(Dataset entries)
==============================

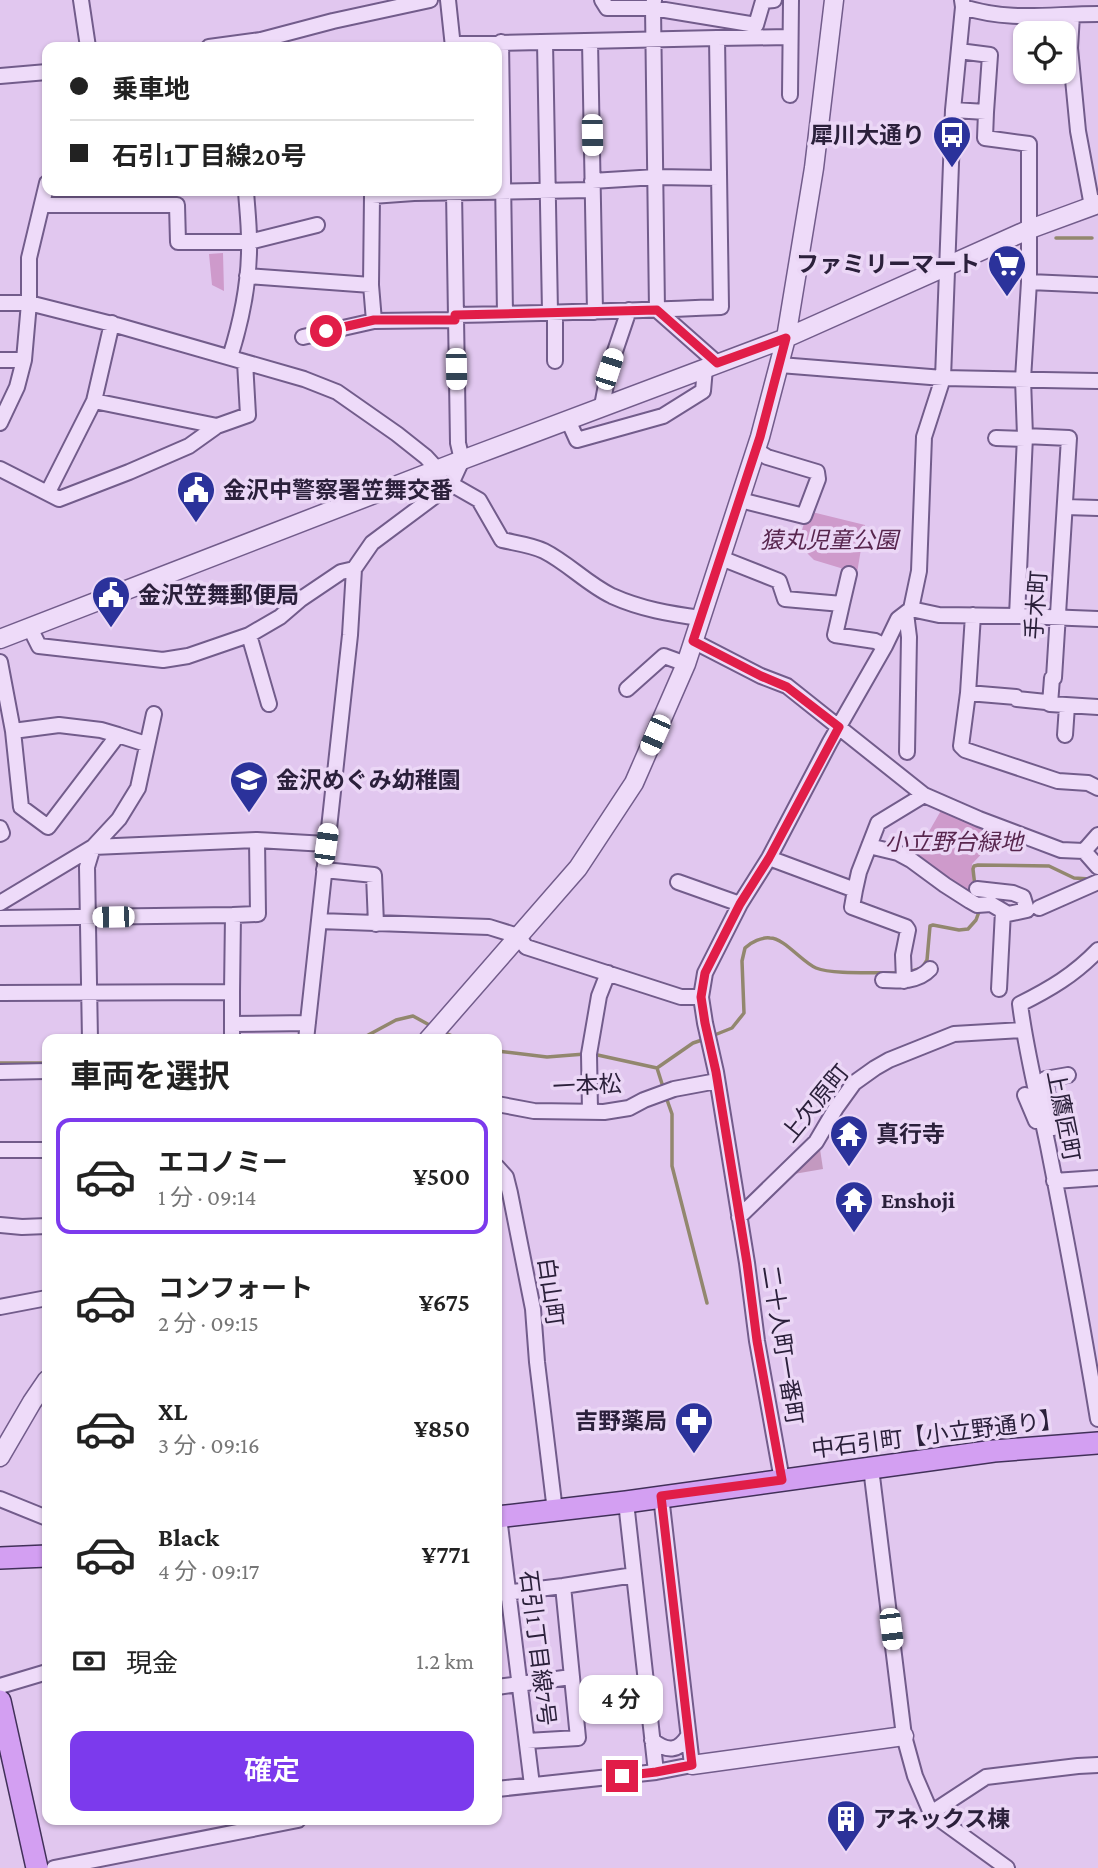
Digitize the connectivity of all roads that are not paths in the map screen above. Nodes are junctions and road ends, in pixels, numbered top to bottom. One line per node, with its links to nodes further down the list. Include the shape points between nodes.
1 (81, 0): 16 (street)
2 (430, 0): 17 (street)
3 (448, 0): 18 (street)
4 (602, 0): 9 (street, via 607,8)
5 (774, 0): 9 (street, via 763,1 756,24)
6 (791, 0): 12 (street)
7 (834, 0): 57 (street, via 814,168)
8 (962, 3): 10 (street, via 982,13 1017,18); 21 (street)
9 (654, 4): 13 (street)
10 (1072, 15): 11 (street); 37 (street, via 1070,48 1078,131)
11 (1098, 15)
12 (790, 37): 14 (street); 24 (street)
13 (653, 38): 14 (street); 15 (street); 27 (street)
14 (717, 38): 28 (street)
15 (590, 41): 20 (street); 29 (street)
16 (87, 42)
17 (246, 42)
18 (453, 42)
19 (500, 42): 20 (street)
20 (545, 42): 30 (street)
21 (959, 51): 25 (street); 26 (street, via 990,55)
22 (42, 72): 23 (street)
23 (0, 76)
24 (790, 95)
25 (953, 110): 26 (street); 41 (street)
26 (986, 112): 39 (street, via 985,138 1030,144)
27 (656, 177): 28 (street); 29 (street); 49 (street)
28 (719, 178): 49 (street, via 721,307)
29 (592, 185): 30 (street); 51 (street)
30 (547, 190): 31 (street); 50 (street)
31 (502, 192): 52 (street)
32 (45, 196): 36 (street)
33 (246, 196): 40 (street)
34 (372, 196): 44 (street)
35 (454, 196): 53 (street)
36 (43, 205): 40 (street, via 177,205 178,242); 47 (street, via 29,258)
37 (1095, 205): 39 (street)
38 (317, 225): 40 (street)
39 (1030, 229): 41 (street); 43 (street)
40 (249, 242): 42 (street)
41 (947, 265): 57 (street); 65 (street)
42 (247, 276): 44 (street); 58 (street, via 241,323)
43 (1029, 282): 45 (street); 66 (street)
44 (371, 285): 54 (street)
45 (1098, 285)
46 (0, 303): 47 (street)
47 (29, 303): 55 (street); 60 (street)
48 (629, 310): 49 (street); 51 (street); 69 (street, via 609,369)
49 (657, 310): 64 (street)
50 (552, 312): 51 (street); 52 (street); 61 (street)
51 (595, 312)
52 (505, 314): 53 (street)
53 (455, 318): 54 (street); 76 (street, via 458,443)
54 (374, 320): 56 (street)
55 (112, 323): 58 (street); 68 (street)
56 (303, 337)
57 (786, 338): 63 (street); 64 (street)
58 (230, 357): 62 (street)
59 (0, 360): 60 (street)
60 (24, 360): 71 (street)
61 (555, 361)
62 (245, 362): 72 (street, via 248,415); 78 (street, via 337,392 397,433)
63 (780, 365): 65 (street); 75 (street)
64 (711, 366): 69 (street); 70 (street, via 703,391 663,416 577,440)
65 (943, 378): 66 (street); 88 (street, via 924,437 919,571)
66 (1023, 379): 67 (street); 73 (street)
67 (1098, 381)
68 (94, 401): 72 (street); 80 (street)
69 (603, 407): 70 (street)
70 (568, 420): 76 (street)
71 (0, 423)
72 (217, 426): 80 (street, via 188,446 117,477 59,499)
73 (1025, 437): 74 (street); 82 (street, 手木町, via 1069,438); 93 (street)
74 (996, 438)
75 (756, 450): 81 (street); 81 (street, via 817,472 818,479 804,516)
76 (463, 460): 78 (street); 79 (street)
77 (0, 469): 80 (street)
78 (438, 470): 94 (street)
79 (451, 484): 85 (street, via 372,543); 90 (street, via 479,500 502,540 543,550 612,596 664,613)
80 (48, 492)
81 (740, 500): 84 (street)
82 (1066, 507): 83 (street); 91 (street, 手木町)
83 (1098, 508)
84 (721, 558): 87 (street, via 779,581 785,599); 90 (street)
85 (354, 569): 95 (street, via 341,572); 120 (street)
86 (849, 574): 87 (street)
87 (842, 604): 98 (street, via 835,635)
88 (909, 611): 89 (street); 98 (street, 二十人町一番町, via 898,619); 113 (street)
89 (973, 615): 93 (street); 102 (street)
90 (701, 618): 97 (street)
91 (1058, 618): 92 (street); 93 (street); 104 (street, 手木町)
92 (1098, 620)
93 (1020, 621)
94 (30, 628): 95 (street, via 39,646 163,660); 96 (street)
95 (249, 635): 103 (street)
96 (0, 639)
97 (693, 641): 100 (street); 108 (street, via 787,687)
98 (885, 646): 108 (street, 二十人町一番町)
99 (0, 662): 109 (street)
100 (687, 664): 101 (street, via 664,656); 140 (street, via 634,783 578,868)
101 (627, 689)
102 (968, 693): 104 (street); 114 (street, via 961,746 965,750 1058,781)
103 (269, 704)
104 (1050, 704): 105 (street)
105 (1068, 706): 106 (street); 110 (street)
106 (1098, 707)
107 (154, 714): 112 (street)
108 (839, 727): 115 (street); 124 (street, 二十人町一番町)
109 (13, 731): 111 (street, via 59,725); 111 (street, via 21,807 48,827)
110 (1065, 734)
111 (118, 735): 112 (street)
112 (146, 744): 122 (street, via 138,788 119,819)
113 (907, 752)
114 (1098, 788)
115 (925, 795): 121 (street, via 878,823); 123 (street, via 1061,850)
116 (0, 828): 117 (street)
117 (0, 834)
118 (1098, 835): 123 (street)
119 (257, 840): 120 (street); 122 (street); 135 (street, via 258,914)
120 (326, 844): 126 (street)
121 (869, 846): 130 (street); 134 (street, via 911,860 976,905 991,904)
122 (93, 847): 131 (street); 136 (street, via 87,867)
123 (1084, 851): 125 (street)
124 (769, 858): 130 (street); 132 (street, 二十人町一番町)
125 (1098, 867)
126 (324, 870): 138 (street); 139 (street, via 374,875)
127 (678, 882): 132 (street)
128 (1098, 882): 133 (street)
129 (976, 889): 133 (street, via 1013,892)
130 (855, 890): 145 (street, via 852,908 908,930 903,955)
131 (0, 903)
132 (740, 904): 150 (street, 二十人町一番町, via 705,973)
133 (1033, 909): 134 (street)
134 (1003, 911): 146 (street)
135 (233, 915): 136 (street); 148 (street)
136 (88, 917): 137 (street); 147 (street)
137 (0, 918)
138 (319, 921): 139 (street); 151 (street)
139 (376, 924): 140 (street, via 489,927)
140 (518, 936): 143 (street, via 526,947); 157 (street)
141 (1098, 950): 153 (street, via 1053,987 1020,1004)
142 (930, 969): 145 (street)
143 (608, 973): 150 (street, via 681,997); 164 (street, via 599,996 589,1054)
144 (883, 980): 145 (street)
145 (905, 981)
146 (999, 989)
147 (90, 992): 148 (street); 149 (street); 154 (street)
148 (232, 992): 152 (street)
149 (0, 993)
150 (701, 997): 161 (street, 二十人町一番町)
151 (308, 1023): 152 (street); 156 (street)
152 (232, 1024): 155 (street)
153 (1023, 1029): 165 (street, 上鷹匠町); 171 (street, 上欠原町, via 954,1034 875,1068 855,1083 816,1142)
154 (90, 1034)
155 (232, 1034)
156 (307, 1034)
157 (433, 1034)
158 (42, 1071): 159 (street)
159 (0, 1072)
160 (1068, 1075): 165 (street, via 1045,1079 1054,1134)
161 (718, 1081): 164 (street, 一本松, via 674,1089 629,1108); 171 (street, 二十人町一番町)
162 (1025, 1095): 165 (street)
163 (502, 1105): 164 (street, 一本松, via 534,1111)
164 (590, 1111)
165 (1048, 1147): 170 (street, 上鷹匠町)
166 (0, 1150): 167 (street)
167 (42, 1150)
168 (502, 1173): 185 (street, 白山町, via 533,1309)
169 (1098, 1178): 170 (street)
170 (1054, 1181): 177 (street, 上鷹匠町)
171 (740, 1217): 181 (street, 二十人町一番町)
172 (0, 1225): 173 (street)
173 (42, 1226)
174 (42, 1299): 175 (street)
175 (0, 1307)
176 (42, 1387): 179 (street)
177 (1098, 1419)
178 (1098, 1443): 180 (main road, 中石引町【小立野通り】)
179 (0, 1457)
180 (871, 1468): 181 (main road, 中石引町【小立野通り】); 200 (street)
181 (782, 1480): 182 (main road, 中石引町【小立野通り】)
182 (661, 1496): 184 (main road, 中石引町【小立野通り】); 199 (street)
183 (0, 1499): 186 (street)
184 (625, 1502): 185 (main road, 中石引町【小立野通り】); 190 (street)
185 (555, 1511): 187 (main road, 中石引町【小立野通り】)
186 (42, 1516)
187 (502, 1517)
188 (42, 1556): 189 (main road)
189 (0, 1558)
190 (634, 1575): 191 (street); 201 (street)
191 (563, 1587): 192 (street); 194 (street)
192 (503, 1593): 195 (street, 石引1丁目線7号)
193 (42, 1673): 196 (street)
194 (571, 1677): 195 (street); 202 (street, via 578,1738)
195 (519, 1683): 197 (street); 202 (street, 石引1丁目線7号)
196 (0, 1686)
197 (502, 1686)
198 (0, 1701): 210 (main road)
199 (688, 1736): 201 (street, via 672,1749); 203 (street)
200 (904, 1736): 203 (street); 208 (street)
201 (652, 1740): 205 (street)
202 (527, 1741): 206 (street, 石引1丁目線7号)
203 (692, 1765): 205 (street)
204 (1098, 1765): 208 (street, via 986,1777)
205 (656, 1772): 206 (street)
206 (532, 1785): 207 (street)
207 (502, 1788)
208 (931, 1813): 212 (street)
209 (244, 1825): 211 (street)
210 (37, 1868)
211 (54, 1868)
212 (1007, 1868)

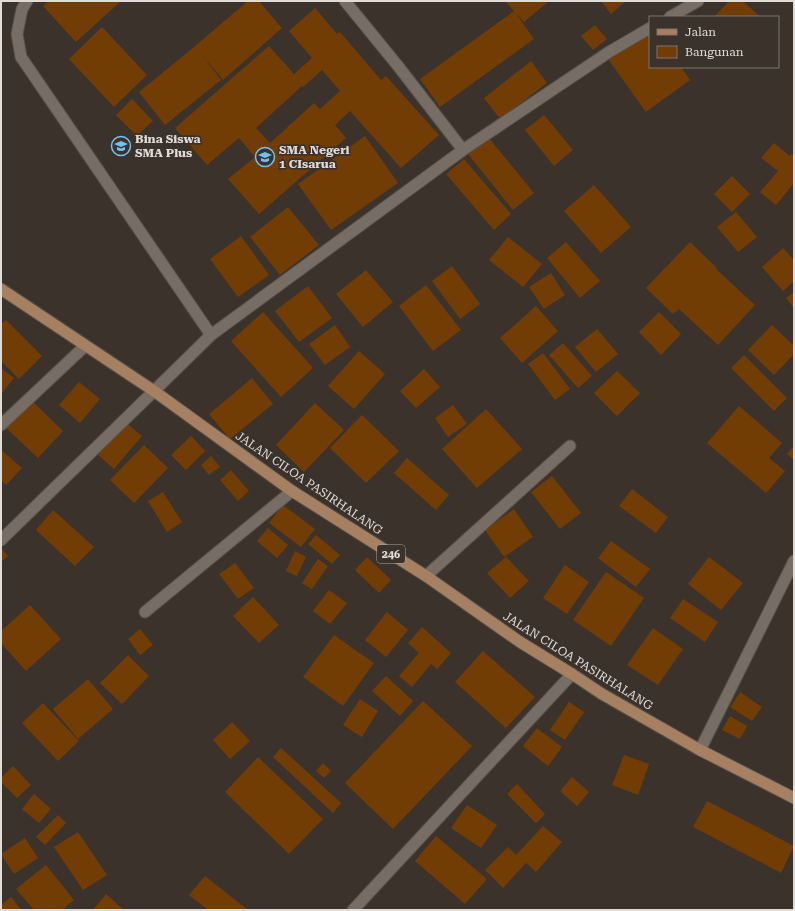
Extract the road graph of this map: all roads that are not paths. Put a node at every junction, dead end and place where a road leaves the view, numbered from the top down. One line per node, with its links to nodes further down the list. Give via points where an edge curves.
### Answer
1 (27, 1): 8 (street, via 22,9 17,34 21,57)
2 (345, 1): 6 (street)
3 (698, 1): 4 (street)
4 (672, 16)
5 (649, 29): 6 (street, via 609,52)
6 (463, 150): 8 (street)
7 (1, 289): 9 (main road, JALAN CILOA PASIRHALANG / 246)
8 (211, 334): 10 (street)
9 (85, 346): 10 (main road, JALAN CILOA PASIRHALANG / 246); 11 (street)
10 (154, 391): 13 (main road, JALAN CILOA PASIRHALANG / 246); 14 (street)
11 (1, 425)
12 (570, 446): 16 (street)
13 (292, 491): 16 (main road, JALAN CILOA PASIRHALANG / 246); 17 (street)
14 (1, 540)
15 (794, 561): 19 (street)
16 (426, 576): 18 (main road, JALAN CILOA PASIRHALANG / 246, via 520,642)
17 (145, 612)
18 (572, 674): 19 (main road, JALAN CILOA PASIRHALANG / 246); 21 (street)
19 (700, 750): 20 (main road, JALAN CILOA PASIRHALANG / 246)
20 (794, 798)
21 (353, 910)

==============================

## Problem
Search the data for the string "that" and copy each line where it appears.

## Answer area
Digitize the connectivity of all roads that are not paths in the map screen above. Nodes are junctions and road ends, in pixels, numbered top to bottom. One line per node, with its links to nodes further down the list. Include the shape points between nodes.
Extract the road graph of this map: all roads that are not paths. Put a node at every junction, dead end and place where a road leaves the view, numbered from the top down. One line per node, with its links to nodes further down the list. Give via points where an edge curves.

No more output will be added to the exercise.